An electric car’s high-voltage lithium-ion battery pack has been determined as the cause of a fire which destroyed five cars at a Sydney Airport carpark late on September 11.
Fire and Rescue New South Wales (FRNSW) firefighters were called to the carpark on Airport Drive, Mascot at around 8:30PM, where flames had engulfed the electric vehicle (EV) and spread to four other vehicles.
Video shows the electric vehicle was an MG ZS EV. Its battery pack had recently been detached and stored in the carpark, according to FRNSW.
It’s unclear how long the car had been in the carpark, nor why the battery was removed from the EV prior to the fire.

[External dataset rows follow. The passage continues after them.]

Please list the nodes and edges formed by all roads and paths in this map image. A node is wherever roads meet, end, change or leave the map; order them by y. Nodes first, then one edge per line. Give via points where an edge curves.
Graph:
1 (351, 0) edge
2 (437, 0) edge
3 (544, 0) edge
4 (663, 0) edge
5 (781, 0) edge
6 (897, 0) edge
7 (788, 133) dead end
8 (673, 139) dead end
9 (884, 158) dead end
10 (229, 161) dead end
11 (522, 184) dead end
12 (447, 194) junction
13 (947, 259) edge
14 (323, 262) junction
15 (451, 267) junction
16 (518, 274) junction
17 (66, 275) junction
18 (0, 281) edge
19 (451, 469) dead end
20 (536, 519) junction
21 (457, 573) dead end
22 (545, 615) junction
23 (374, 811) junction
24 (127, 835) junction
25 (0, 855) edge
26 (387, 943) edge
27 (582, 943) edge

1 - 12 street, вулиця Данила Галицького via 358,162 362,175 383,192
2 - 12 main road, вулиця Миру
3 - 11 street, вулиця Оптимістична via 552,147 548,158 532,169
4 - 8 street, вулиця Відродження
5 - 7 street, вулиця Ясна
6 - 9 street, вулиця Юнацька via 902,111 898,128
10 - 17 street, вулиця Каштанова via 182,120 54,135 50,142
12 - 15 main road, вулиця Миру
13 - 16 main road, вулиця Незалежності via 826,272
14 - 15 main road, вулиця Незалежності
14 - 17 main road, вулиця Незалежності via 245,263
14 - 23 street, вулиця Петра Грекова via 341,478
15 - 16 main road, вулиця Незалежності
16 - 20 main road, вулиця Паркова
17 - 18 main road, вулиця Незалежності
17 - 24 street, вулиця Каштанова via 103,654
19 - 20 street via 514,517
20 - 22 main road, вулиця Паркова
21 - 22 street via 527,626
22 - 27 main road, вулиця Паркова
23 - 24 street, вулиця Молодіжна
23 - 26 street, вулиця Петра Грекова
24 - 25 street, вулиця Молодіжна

“We have become aware of an incident that took place with a damaged EV battery pack at a Sydney holding yard on Tuesday 12th of August 2023,” said an MG Motor Australia spokesperson.
“This is unfortunate and as far as we’re aware, is an isolated incident. We are working closely with the Fire and Rescue NSW (FRNSW) investigators to piece together circumstances surrounding the unusual incident.
“MG Motor Australia takes all safety concerns very seriously. Our customer’s safety in our vehicles continues to be of paramount importance and it remains our objective to have all vehicles subject to any damage or issues rectified as soon as possible.
“We can confirm that no members of the public were involved or injured during the incident and similarly, no infrastructure was damaged as a result of the incident.
“MG understands the customer’s vehicle and battery were already damaged and the battery was not in the vehicle. We understand the vehicle was being stored at an airport holding yard and also not in a driveable condition.”
FRNSW and Aviation Rescue Firefighting Service confirmed they were able to extinguish the fire.
Experts from FRNSW’s Fire Investigation and Research Unit (FIRU) attended the scene and say they are continuing to piece together circumstances surrounding the incident.
Research officers from FRNSW’s Safety of Alternative and Renewable Energy Technologies (SARET) team have also inspected the aftermath.
“EV batteries are very different to the system in smaller devices, like e-scooters or e-bikes,” FRNSW superintendent Adam Dewberry told ABC News.
“We don’t see too many e-vehicle battery fires. They meet a much higher standard and regulation.
“I don’t know the brand of the vehicle, but I’m pretty sure the manufacturers will have an interest in this.”